Friday, November 05, 2010

Issues exposed

In actuality, the Heat probably shouldn't even have been within a shot of tying that game against the Hornets in the last possession.

That charge call against Chris Paul in the final minutes was an awful call, as Udonis was clearly moving into position after Paul was in the air (Glen Davis gets that call for the Celtics all the time), and the ensuing technical foul on Paul made that game closer than it should have been.

Regardless, the game itself exposed one of the issues that many are going to say will be the Heat's downfall this season, and that's the lack of size at center.

Emeka Okafor went for 26 points on 12 of 13 shooting an 13 rebounds, with pretty much all of it coming with very little resistance. Granted, it was a lot of Paul's doing because he scrambled the Heat defense and put Emeka in position to either get an easy putback or put up a point-blank shot, but a handful of those could've been a lot more difficult for Emeka if the Heat had more size to contest those shots.

The Heat has faced four formidable centers so far, in Okafor, Dwight Howard, Brook Lopez and Shaq, and all four of them have had significant impacts, two of them in a win and two putting up numbers in a loss. It shouldn't take much longer for the Heat, meaning Erik Spoelstra, to recognize that it might become an issue in the long term. The options currently, though, are to start Ilgauskas and play him heavy minutes (he not only offers more size, but can give you more offense and opens up the paint for Bosh) or to start playing a rookie in Pittman who's probably not close to ready.

That might mean Pat Riley will have to get to work looking for outside help, whether it comes soon or midway through the season when quality names start to get bought out.

It might be jumping the gun, but if this trend continues it's going to be difficult to ignore for much longer.

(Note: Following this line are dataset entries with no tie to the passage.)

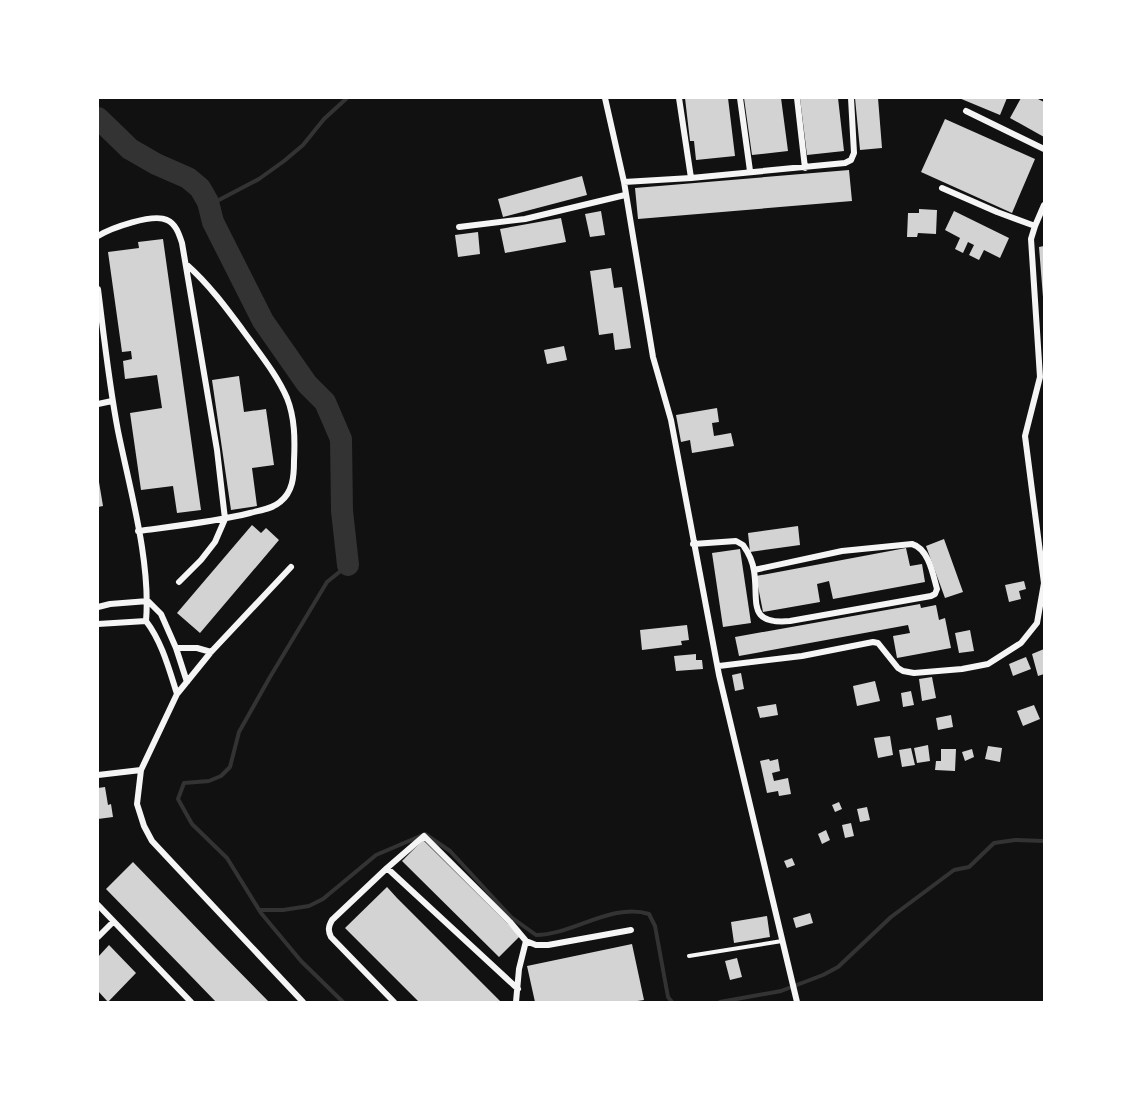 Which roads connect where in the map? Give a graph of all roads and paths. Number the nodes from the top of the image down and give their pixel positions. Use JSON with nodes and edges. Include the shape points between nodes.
{"nodes":[{"id":1,"x":605,"y":98,"type":"edge"},
{"id":2,"x":680,"y":98,"type":"edge"},
{"id":3,"x":740,"y":98,"type":"edge"},
{"id":4,"x":797,"y":98,"type":"edge"},
{"id":5,"x":851,"y":98,"type":"edge"},
{"id":6,"x":966,"y":111,"type":"dead end"},
{"id":7,"x":1044,"y":149,"type":"edge"},
{"id":8,"x":805,"y":168,"type":"junction"},
{"id":9,"x":750,"y":171,"type":"junction"},
{"id":10,"x":691,"y":178,"type":"junction"},
{"id":11,"x":624,"y":182,"type":"junction"},
{"id":12,"x":942,"y":188,"type":"dead end"},
{"id":13,"x":625,"y":195,"type":"junction"},
{"id":14,"x":1044,"y":205,"type":"edge"},
{"id":15,"x":1035,"y":226,"type":"junction"},
{"id":16,"x":459,"y":227,"type":"dead end"},
{"id":17,"x":98,"y":236,"type":"edge"},
{"id":18,"x":186,"y":264,"type":"junction"},
{"id":19,"x":98,"y":290,"type":"edge"},
{"id":20,"x":112,"y":401,"type":"junction"},
{"id":21,"x":98,"y":404,"type":"edge"},
{"id":22,"x":225,"y":519,"type":"junction"},
{"id":23,"x":138,"y":531,"type":"junction"},
{"id":24,"x":693,"y":544,"type":"junction"},
{"id":25,"x":291,"y":567,"type":"dead end"},
{"id":26,"x":754,"y":570,"type":"junction"},
{"id":27,"x":179,"y":582,"type":"dead end"},
{"id":28,"x":1044,"y":583,"type":"edge"},
{"id":29,"x":148,"y":601,"type":"junction"},
{"id":30,"x":98,"y":607,"type":"edge"},
{"id":31,"x":146,"y":621,"type":"junction"},
{"id":32,"x":98,"y":624,"type":"edge"},
{"id":33,"x":176,"y":648,"type":"junction"},
{"id":34,"x":211,"y":652,"type":"junction"},
{"id":35,"x":719,"y":666,"type":"junction"},
{"id":36,"x":187,"y":682,"type":"junction"},
{"id":37,"x":177,"y":694,"type":"junction"},
{"id":38,"x":141,"y":770,"type":"junction"},
{"id":39,"x":98,"y":775,"type":"edge"},
{"id":40,"x":387,"y":868,"type":"junction"},
{"id":41,"x":98,"y":905,"type":"edge"},
{"id":42,"x":113,"y":922,"type":"junction"},
{"id":43,"x":631,"y":930,"type":"dead end"},
{"id":44,"x":98,"y":937,"type":"edge"},
{"id":45,"x":526,"y":941,"type":"junction"},
{"id":46,"x":783,"y":941,"type":"junction"},
{"id":47,"x":689,"y":956,"type":"dead end"},
{"id":48,"x":518,"y":989,"type":"junction"},
{"id":49,"x":191,"y":1002,"type":"edge"},
{"id":50,"x":303,"y":1002,"type":"edge"},
{"id":51,"x":394,"y":1002,"type":"edge"},
{"id":52,"x":516,"y":1002,"type":"edge"},
{"id":53,"x":797,"y":1002,"type":"edge"}],
"edges":[{"from":1,"to":11,"type":"street"},
{"from":2,"to":10,"type":"street"},
{"from":3,"to":9,"type":"street"},
{"from":4,"to":8,"type":"street"},
{"from":5,"to":8,"type":"street","via":[[855,153],[851,160]]},
{"from":6,"to":7,"type":"street"},
{"from":8,"to":9,"type":"street"},
{"from":9,"to":10,"type":"street"},
{"from":10,"to":11,"type":"street"},
{"from":11,"to":13,"type":"street"},
{"from":12,"to":15,"type":"street"},
{"from":13,"to":16,"type":"street","via":[[525,219]]},
{"from":13,"to":24,"type":"street","via":[[653,357],[671,420]]},
{"from":14,"to":15,"type":"street"},
{"from":15,"to":28,"type":"street","via":[[1031,239],[1040,377],[1025,436]]},
{"from":17,"to":18,"type":"street","via":[[152,218],[167,220],[180,235]]},
{"from":18,"to":22,"type":"street"},
{"from":18,"to":22,"type":"street","via":[[214,292],[266,362],[287,398],[292,416],[295,441],[290,491],[278,504]]},
{"from":19,"to":20,"type":"street"},
{"from":20,"to":21,"type":"street"},
{"from":20,"to":23,"type":"street"},
{"from":22,"to":23,"type":"street"},
{"from":22,"to":27,"type":"street","via":[[215,542]]},
{"from":23,"to":29,"type":"street"},
{"from":24,"to":26,"type":"street","via":[[736,541],[743,544]]},
{"from":24,"to":35,"type":"street"},
{"from":25,"to":34,"type":"street"},
{"from":26,"to":26,"type":"street","via":[[842,551],[912,544],[926,557],[937,589],[931,596],[779,622],[760,616]]},
{"from":28,"to":35,"type":"street","via":[[1036,623],[1021,643],[988,664],[903,671],[873,642]]},
{"from":29,"to":30,"type":"street"},
{"from":29,"to":31,"type":"street"},
{"from":29,"to":33,"type":"street","via":[[161,614]]},
{"from":31,"to":32,"type":"street"},
{"from":31,"to":37,"type":"street","via":[[164,653]]},
{"from":33,"to":34,"type":"street"},
{"from":33,"to":36,"type":"street"},
{"from":34,"to":36,"type":"street"},
{"from":35,"to":46,"type":"street"},
{"from":36,"to":37,"type":"street"},
{"from":37,"to":38,"type":"street"},
{"from":38,"to":39,"type":"street"},
{"from":38,"to":50,"type":"street","via":[[137,804],[152,841]]},
{"from":40,"to":45,"type":"street","via":[[424,837]]},
{"from":40,"to":48,"type":"street"},
{"from":40,"to":51,"type":"street","via":[[332,920],[328,932]]},
{"from":41,"to":42,"type":"street"},
{"from":42,"to":44,"type":"street"},
{"from":42,"to":49,"type":"street"},
{"from":43,"to":45,"type":"street","via":[[548,945]]},
{"from":45,"to":48,"type":"street"},
{"from":46,"to":47,"type":"lane"},
{"from":46,"to":53,"type":"street"},
{"from":48,"to":52,"type":"street"}]}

What New Orleans had that made life so difficult for Miami was both a decent center and a stellar point guard. Paul, like Rajon Rondo, makes the most simple of pick-and-roll plays look absolutely indefensible, hence the 19 assists. It makes you wonder why you can't put Wade and Bosh in a pick-and-roll with LeBron, James Jones and Big Z on the floor and make it look as easy. But some point guards just have a knack, and Paul certainly has it.

On the Heat's side, the issues were as follows. First, Bosh needs to really pick up his game. He's playing far too passively, seems to have lost every instinct and is simply not playing very tough in key moments. Second, those threes that were wide open for four straight games were more contested Friday night, but the Heat took those shots anyway. That's not good enough for this team. Any threes should be wide open, especially when they're coming from Eddie House or James Jones. That includes that last shot, which wasn't a good shot at all. I'd rather Wade take a step-back three there than kick to House, who was 0 of 6 from three at the time.

Finally, the Heat played scattered basketball for way too long in this one. Not even this team, especially at this time of year, can afford to play playground basketball and hope talent elevates them. At least not when you fall into a 10-point hole at the start. The sign of a great team is one that can overcome those types of deficits, and this team only played inspired basketball in the final six minutes or so. That has to start earlier if this is going to be a special season.

Just one loss, but one that will turn a lot of people off to the Heat because it supports all the supposed problems the team has.